Originally Posted 25 June 2020
Elena began volunteering at the PMI in 2019. Some of her volunteering background was working with indexing, including some archive work with the National Trust in their fashion collection and the Beechworth Pharmacy records. She also worked in the Holocaust Museum in their archives. With this in mind I asked her to start work on the PMI’s ‘to be archived’ material. Essentially this meant using our Retention and Disposal Authority to assess old PMI records to determine whether they would be archived, preserved for a certain period, or destroyed. Elena took to the job with enthusiasm and spent a lot of time shredding old financial records that were not destined for the archives. I believe she even found some of the shredding quite cathartic. I had a go as well, and it was quite fun. She did have to spend quite some time waiting for the shredder to cool down when it got too hot.
Once she had shredded, saved, and archived her way through the ‘to be archived’ material, I introduced her to indexing old journals. Her first job was the back issues of the Eltham and District Historical Society, which had been donated by the Yarra Plenty Libraries. The PMI’s journal indexing is a bit fiddly, with some idiosyncrasies (like most things at the PMI), but Elena soon had it figured out and has become one of our regular back issue indexers.

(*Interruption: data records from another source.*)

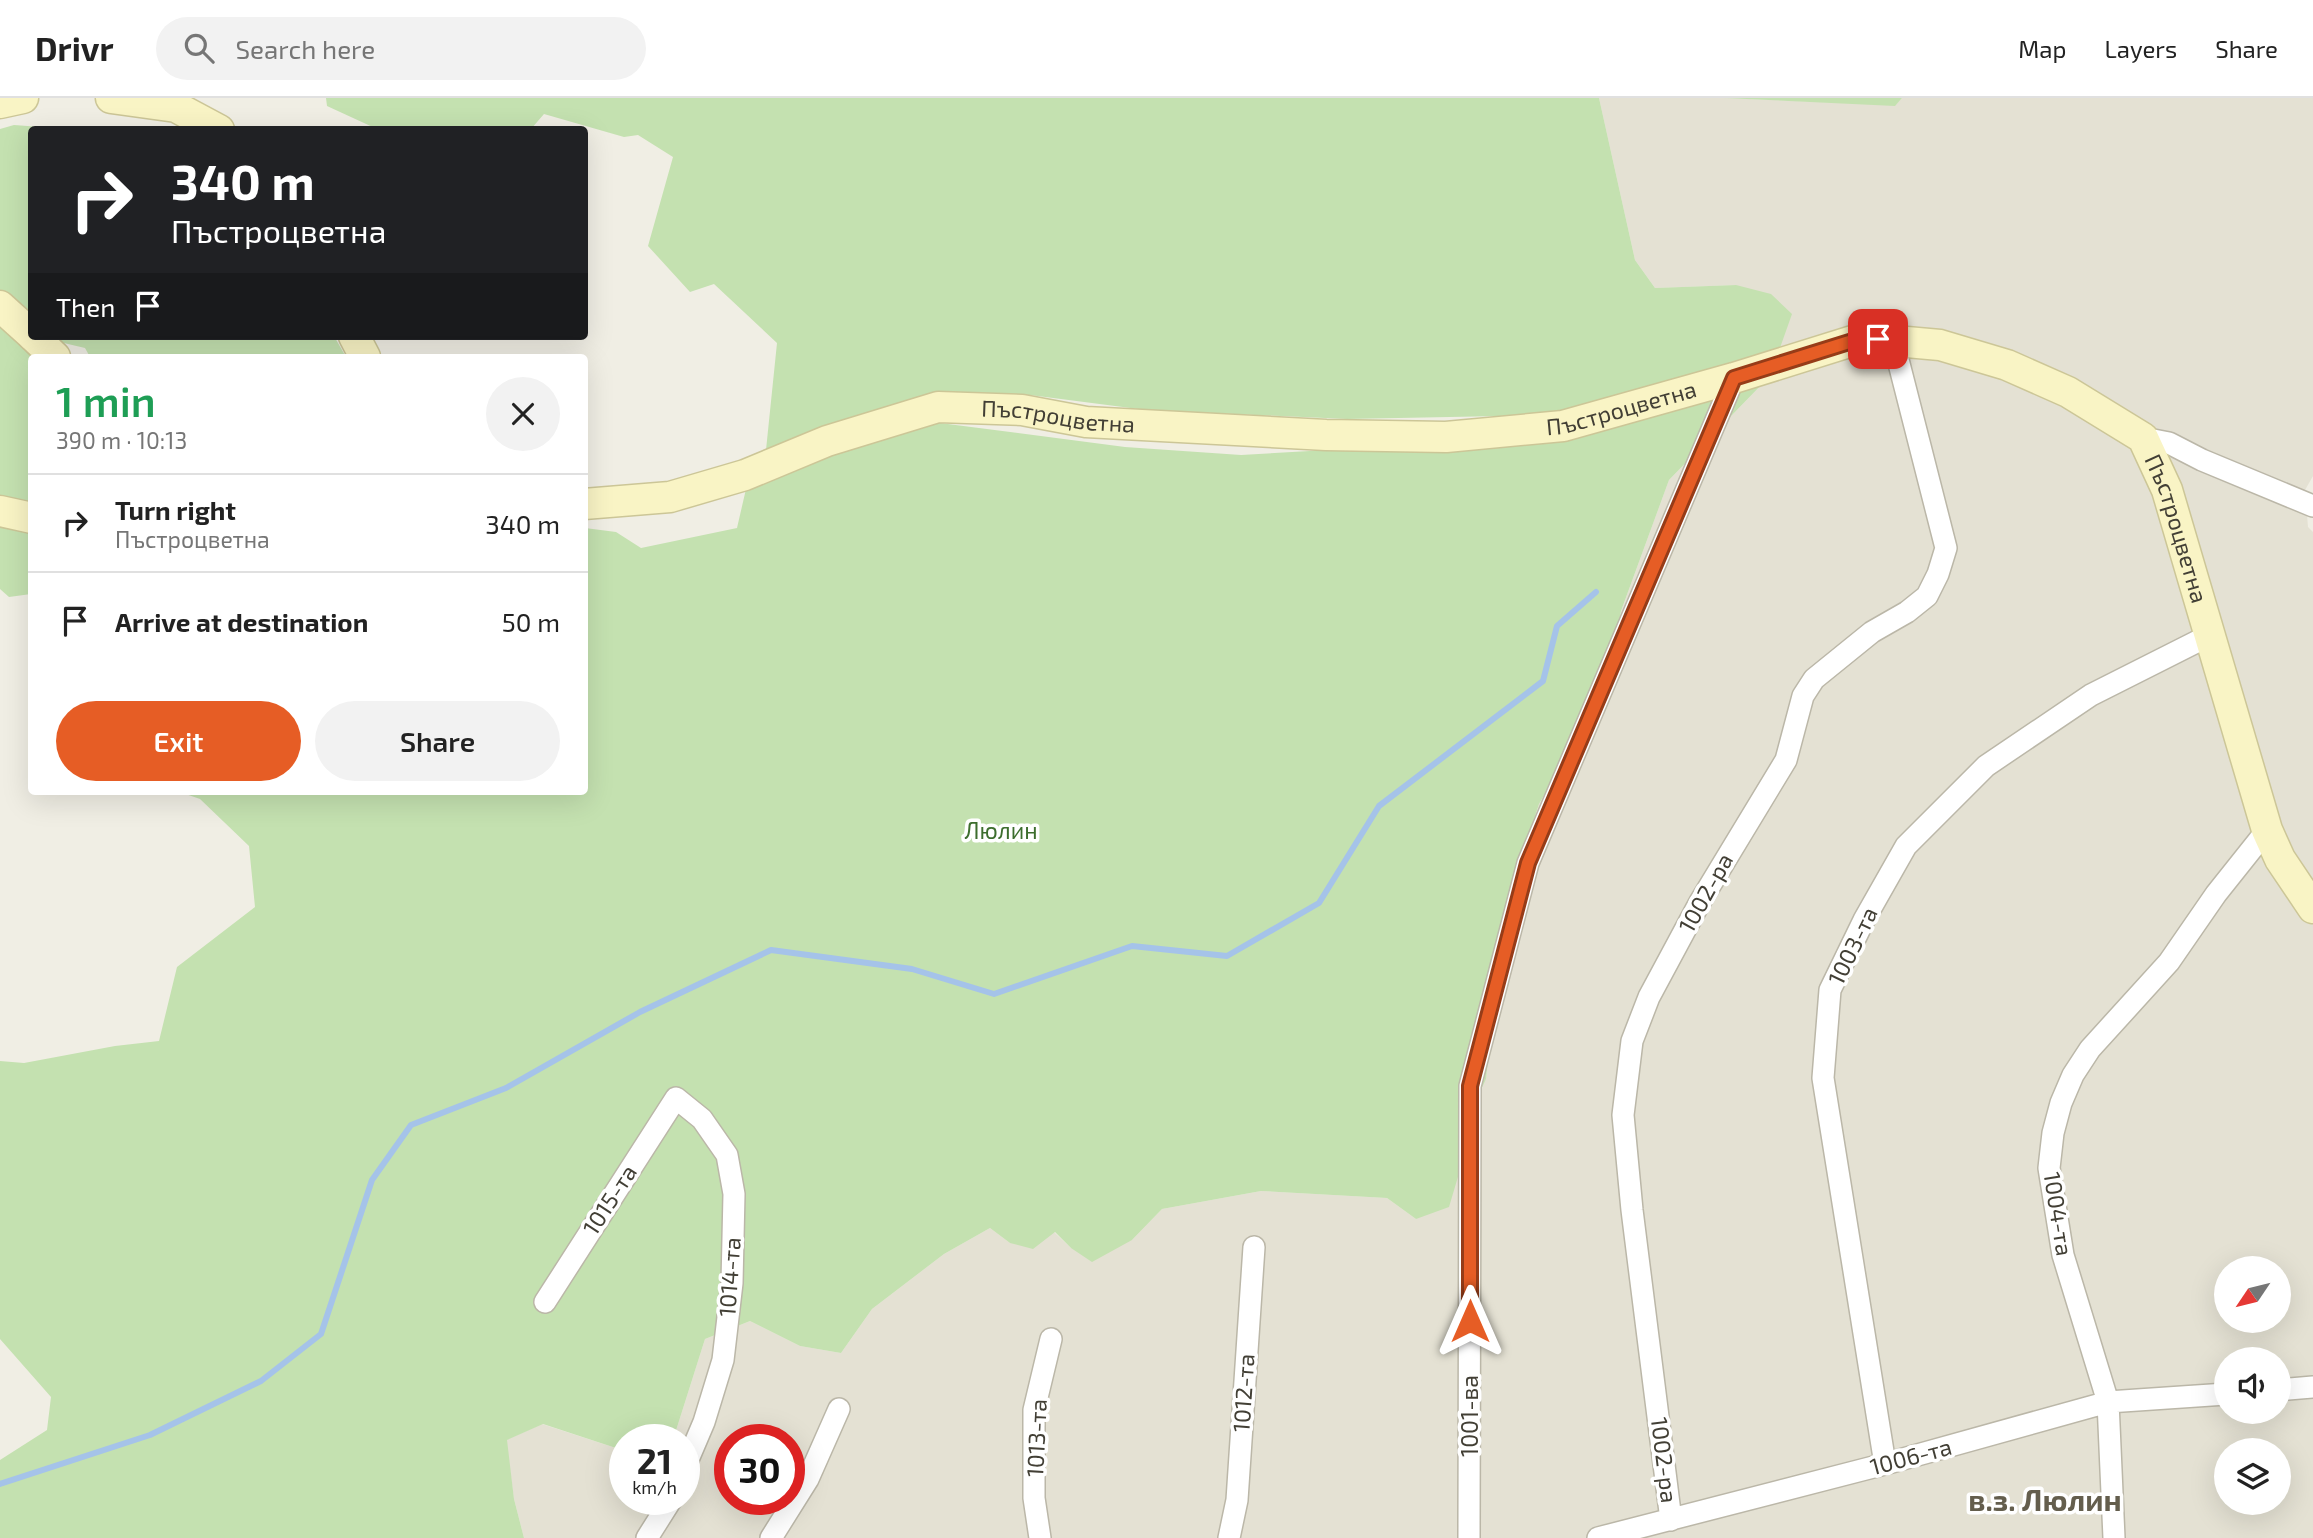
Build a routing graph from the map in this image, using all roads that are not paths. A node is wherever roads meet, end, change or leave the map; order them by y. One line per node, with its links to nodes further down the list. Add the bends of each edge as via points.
1 (23, 98): 3 (street)
2 (111, 98): 4 (street, via 176,107)
3 (0, 103)
4 (212, 126)
5 (0, 306): 6 (street)
6 (28, 331)
7 (37, 340): 9 (street)
8 (1893, 340): 10 (street, Пъстроцветна, via 1862,338); 11 (street, Пъстроцветна, via 1940,345 2007,365 2068,392); 31 (street, 1002-ра, via 1946,548 1938,574 1927,596 1872,632 1814,679 1803,696 1786,760 1700,902 1649,997 1632,1041 1623,1115)
9 (52, 354)
10 (1734, 378): 12 (street, Пъстроцветна, via 1563,426 1446,437 1086,422 1021,410 938,407 670,497); 36 (street, 1001-ва, via 1528,863 1470,1086)
11 (2143, 438): 13 (street, via 2169,443); 16 (street, Пъстроцветна, via 2167,490)
12 (588, 504)
13 (2313, 506)
14 (0, 511): 15 (street)
15 (28, 517)
16 (2210, 635): 17 (street, Пъстроцветна); 29 (street, 1003-та, via 2091,695 1986,766 1906,846 1830,990 1823,1078)
17 (2267, 830): 18 (street, Пъстроцветна, via 2280,859); 26 (street, 1004-та, via 2169,962 2090,1049 2061,1103 2049,1168 2054,1210 2063,1255)
18 (2313, 908)
19 (676, 1098): 21 (street, 1015-та); 28 (street, 1014-та, via 702,1119 727,1155 734,1194 732,1283 723,1360)
20 (1254, 1247): 35 (street, 1012-та, via 1237,1500)
21 (545, 1301)
22 (1051, 1339): 34 (street, 1013-та, via 1034,1410 1034,1498)
23 (2313, 1387): 24 (street)
24 (2291, 1389)
25 (2214, 1395): 26 (street, 1006-та)
26 (2108, 1402): 29 (street, 1006-та); 38 (street, 1004-та)
27 (839, 1409): 33 (street, via 808,1479)
28 (700, 1431)
29 (1885, 1464): 31 (street, 1006-та)
30 (662, 1515): 32 (street)
31 (1671, 1520): 37 (street, 1006-та)
32 (647, 1538)
33 (771, 1538)
34 (1040, 1538)
35 (1229, 1538)
36 (1469, 1538)
37 (1598, 1538)
38 (2115, 1538)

When COVID broke out, and it was clear that her regular volunteer gig working in the Melbourne Visitor’s Centre was going to dry up, she asked us for more work that she could do from home. So, during the lock down she worked her way through the back issues of the Apollo Bay Historical Society, Mission to Seafarers newsletter and all of the Aboriginal History Journals from 1977 to the present. Now that the library has re opened Elena is going to mainly continue working from home, because she can (she is now working on Garden History Journals, and checking the books listed in the Aboriginal History Journals against our catalogue). She has, however, been in the library for the first two weeks we’ve been open, patiently printing off all the Aboriginal History Journals so they can be bound. This is fiddly, meticulous work, which often means arguing with the photocopier (always a fun job), but she got through the last of it on the 24th and they will soon be available to our members.
Elena’s enthusiasm and work ethic have been greatly appreciated and it’s always fun having her in the library. She was also one of my regular correspondents while I was working from home, as we established the best way to index the Aboriginal History Journals, so having that connection back to the PMI was very nice too.
Elena asked me to write this post, an option we always offer volunteers when we’re doing profiles, and I hope it does her hard work justice.